SOUTHERN Palladium on Thursday published details of a scoping study into its Bengwenyama project estimating a post tax net present value of $700m assuming “conservative” metal prices.
The firm, one of the JSE’s few exploration and development companies, was now working through a prefeasibility study of the project. “The recently concluded scoping study represents a pivotal moment for our company,” said Johan Odendaal, MD of Southern Palladium. The Bengwenyama project was “world class”, he added.
The assumption is for an average palladium price of $1,200 per ounce for platinum, a palladium price of $1,100/oz, and $5,000/oz for rhodium. The capital cost was forecast to be $408m, including contingencies.
The price assumptions are in line with how the metals have traded from 2019 to part of 2023 but palladium rarely traded above $1,100/oz before then. Rhodium has not traded above $5,000/oz for at least 15 years prior to late 2019 when it raced up to more than $29,000/oz before retreating as precipitously in 2023.
Are these assumptions conservative? Perhaps not.
Palladium is the least favoured of the platinum group metal (PGM) family currently, but former Anglo American Platinum CEO Chris Griffith said the world still needed the metal. “My view of the PGM industry is it’s still a very good industry,” he said in an interview with Miningmx in December.

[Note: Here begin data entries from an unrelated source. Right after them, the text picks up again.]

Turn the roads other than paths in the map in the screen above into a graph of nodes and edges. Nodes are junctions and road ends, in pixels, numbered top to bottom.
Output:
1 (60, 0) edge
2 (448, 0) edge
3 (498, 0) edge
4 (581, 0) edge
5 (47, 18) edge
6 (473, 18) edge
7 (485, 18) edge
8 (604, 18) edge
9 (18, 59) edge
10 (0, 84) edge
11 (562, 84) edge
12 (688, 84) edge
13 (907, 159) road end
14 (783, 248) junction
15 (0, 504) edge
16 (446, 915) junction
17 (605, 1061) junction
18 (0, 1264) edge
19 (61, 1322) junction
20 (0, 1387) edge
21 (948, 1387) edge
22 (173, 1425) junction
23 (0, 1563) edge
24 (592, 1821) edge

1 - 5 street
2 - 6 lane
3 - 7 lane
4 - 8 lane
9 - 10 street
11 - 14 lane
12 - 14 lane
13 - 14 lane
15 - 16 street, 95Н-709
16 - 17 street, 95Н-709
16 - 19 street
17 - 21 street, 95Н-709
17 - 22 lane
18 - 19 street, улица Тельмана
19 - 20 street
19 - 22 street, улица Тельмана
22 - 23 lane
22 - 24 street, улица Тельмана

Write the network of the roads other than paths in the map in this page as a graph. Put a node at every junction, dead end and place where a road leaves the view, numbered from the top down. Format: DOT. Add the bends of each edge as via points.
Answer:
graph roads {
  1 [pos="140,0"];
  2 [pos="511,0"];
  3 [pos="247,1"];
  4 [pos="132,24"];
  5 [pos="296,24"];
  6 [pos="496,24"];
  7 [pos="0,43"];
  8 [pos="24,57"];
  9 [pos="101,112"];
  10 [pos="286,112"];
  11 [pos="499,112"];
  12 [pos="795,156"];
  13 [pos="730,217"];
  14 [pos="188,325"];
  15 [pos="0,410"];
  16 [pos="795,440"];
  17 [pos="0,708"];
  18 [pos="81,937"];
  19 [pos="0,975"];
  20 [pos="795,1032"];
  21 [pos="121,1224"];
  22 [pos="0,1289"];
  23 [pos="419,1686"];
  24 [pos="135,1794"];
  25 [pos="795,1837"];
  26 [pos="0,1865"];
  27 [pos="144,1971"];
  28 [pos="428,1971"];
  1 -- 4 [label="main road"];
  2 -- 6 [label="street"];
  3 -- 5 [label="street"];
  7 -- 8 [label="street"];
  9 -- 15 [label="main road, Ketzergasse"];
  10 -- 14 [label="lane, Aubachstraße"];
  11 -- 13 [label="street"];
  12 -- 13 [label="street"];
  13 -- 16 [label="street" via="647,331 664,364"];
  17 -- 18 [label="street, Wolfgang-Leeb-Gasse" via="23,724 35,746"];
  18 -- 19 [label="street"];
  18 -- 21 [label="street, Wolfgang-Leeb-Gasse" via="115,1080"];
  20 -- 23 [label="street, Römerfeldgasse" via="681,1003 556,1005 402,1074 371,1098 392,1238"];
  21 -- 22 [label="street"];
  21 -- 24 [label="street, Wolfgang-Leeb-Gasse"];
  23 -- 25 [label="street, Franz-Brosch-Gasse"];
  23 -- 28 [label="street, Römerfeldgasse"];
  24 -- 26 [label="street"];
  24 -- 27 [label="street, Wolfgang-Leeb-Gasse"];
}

“The demand for rhodium and platinum and palladium will come to pass and the market will go into deficit again,” he said. “The prices will increase and the PGM companies that will make good money again,” said Griffith – although he added an important rider to this saying it was critical PGM miners invested shareholder money wisely.
Deutsche Bank analysts said in a report in January that the convergence of platinum and palladium prices “is likely to go further” as fundamentals point more positively for platinum into 2025 on a better autocatalyst demand trend, even as production of internal combustion engine vehicles declines.
An emerging view in general is that the cataclysmic outlook for ICE is overstated, more so if hybrid vehicles are recatergorised as ICE instead of electric vehicles which some market commentators tend to do. Adrian Hammond, an analyst for Standard Bank Group Securities wrote last month he could see 3% consumption growth for the ICE market.
While acknowledging this was hardly an investment case for PGMs, the combination of other factors such as metal substitution, increased autocat loadings (in line with emissions legislation in places like China), and supply cuts lead him to “a bullish conclusion”, particularly for platinum and rhodium.
Odendaal is working on average annual production of 330,000 oz at an all-in sustaining cost of $836/6E oz. That’s low compared to the industry average of about $1,0000 which Odendaal says Bengwenyama can achieve owing to its orebody.
“What sets this project apart is a solid hanging wall that enables a stoping width of 1.1 metres. This unique feature has the potential to yield a higher-than-usual head grade to the plant, due to reduced dilution,” says Odendaal.
Southern Palladium anticipates that while Bengwenyama’s rand per ton costs are anticipated to align with the industry average, AISC expressed in rand per 6E oz or $/6e oz, is lower than industry. “This positions us at the lower end of the industry cost curve,” says Odendaal.